Well, week three of the 8 weeks to greatness is over and was a bit difficult. My body seemed to want to keep a hold of the weight this week. I was a bit discouraged, but with the help of Christina and staying both physically and mentally on track, I know that I will succeed. It is comforting to know that Christina is on your side to help make you successful even when you are feeling down and discouraged a bit. There are so many times in life that I have failed because I have not had a support system in place, but I know that this time I will taste success. I look forward to a better week next week.
Woo Hoo, week 4 was a great success. I feel much better about my journey this week than I did last week. With a little bit of tweaking to my diet from Christina last week and a whole lot of motivation, I was able to shed a big chunk of weight this week. In the past, I have always been a stress eater and that has been my biggest downfall. This week, I was in a situation where I was under a lot of stress. No not the regular stress that we all have, but stress stemming from my daughter’s recent diagnoses of Crohn’s disease and dealing with doctors that didn’t do exactly what they said they were going to do. Anyway, my first instinct at that moment was to go eat something unhealthy and make myself feel better through “comfort food”. The whole time I was craving the food for stress relief, I kept thinking about my journey with Christina and His and Her Fitness and that there was no way that I would not only let them down, but I would not let myself down. Although I didn’t pick up the phone and call Christina at that point in time, I know that I could have called her and she would have encouraged me. At the end of the day, I am proud of my new self and my new way of thinking. I am mentally stronger now and look forward to even greater successes.
Going into this week I feel pretty good about not only working out, but seeing the results while shedding the weight and building muscle. My friends and family are noticing which is nice and my clothes are getting so loose. I am at a crossroads with my clothes right now because I know I am going to lose quite a bit more weight so I don’t want to go out and buy anything new. What a great problem to have. The better I eat, the easier it is to turn down unhealthy food, whereas before, I would always give in. It is also nice that my daughter is my biggest supporter and she is very proud of me.
I knew going into this week would be difficult because it was my anniversary week and we were going out with friends. I would have to say that I was pretty proud of myself. While I am not going to pretend that I did perfect, I did very well and made some good decisions. I am looking at the big picture now and how far I have come and it is very motivating. With only two weeks left I am really going to work hard. My only concern is next week and Thanksgiving. Lord, give me strength.
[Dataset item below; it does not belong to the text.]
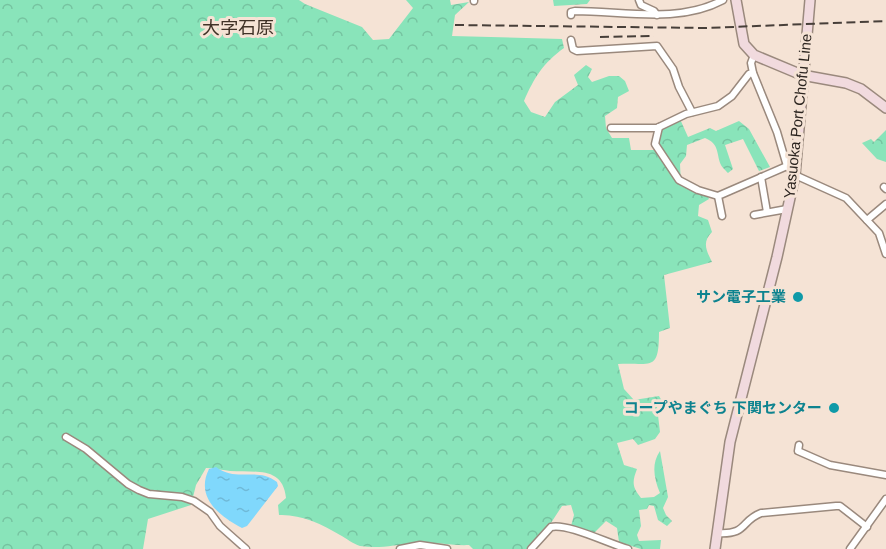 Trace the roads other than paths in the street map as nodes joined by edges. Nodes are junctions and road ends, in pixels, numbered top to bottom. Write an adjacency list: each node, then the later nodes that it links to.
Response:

Thanksgiving week. Well, I did great on my working out and even better on my water intake, but Thanksgiving day is a super emotional day for me and I did give in a little. The good thing now though is when I give in now, it is a small little cheat here or there, but before I would go all out and go way overboard. It is rewarding knowing that I have to willpower to have a bite of something and savor that bite and then walk away knowing it is not worth it to indulge. I look forward to a successful week next week all across the board with nutrition, cardio and weight training. Christina may be had on us, but it is only because she cares and I guess with someone like me with my personality, if I didn’t have someone hard on me, I would probably not be as successful.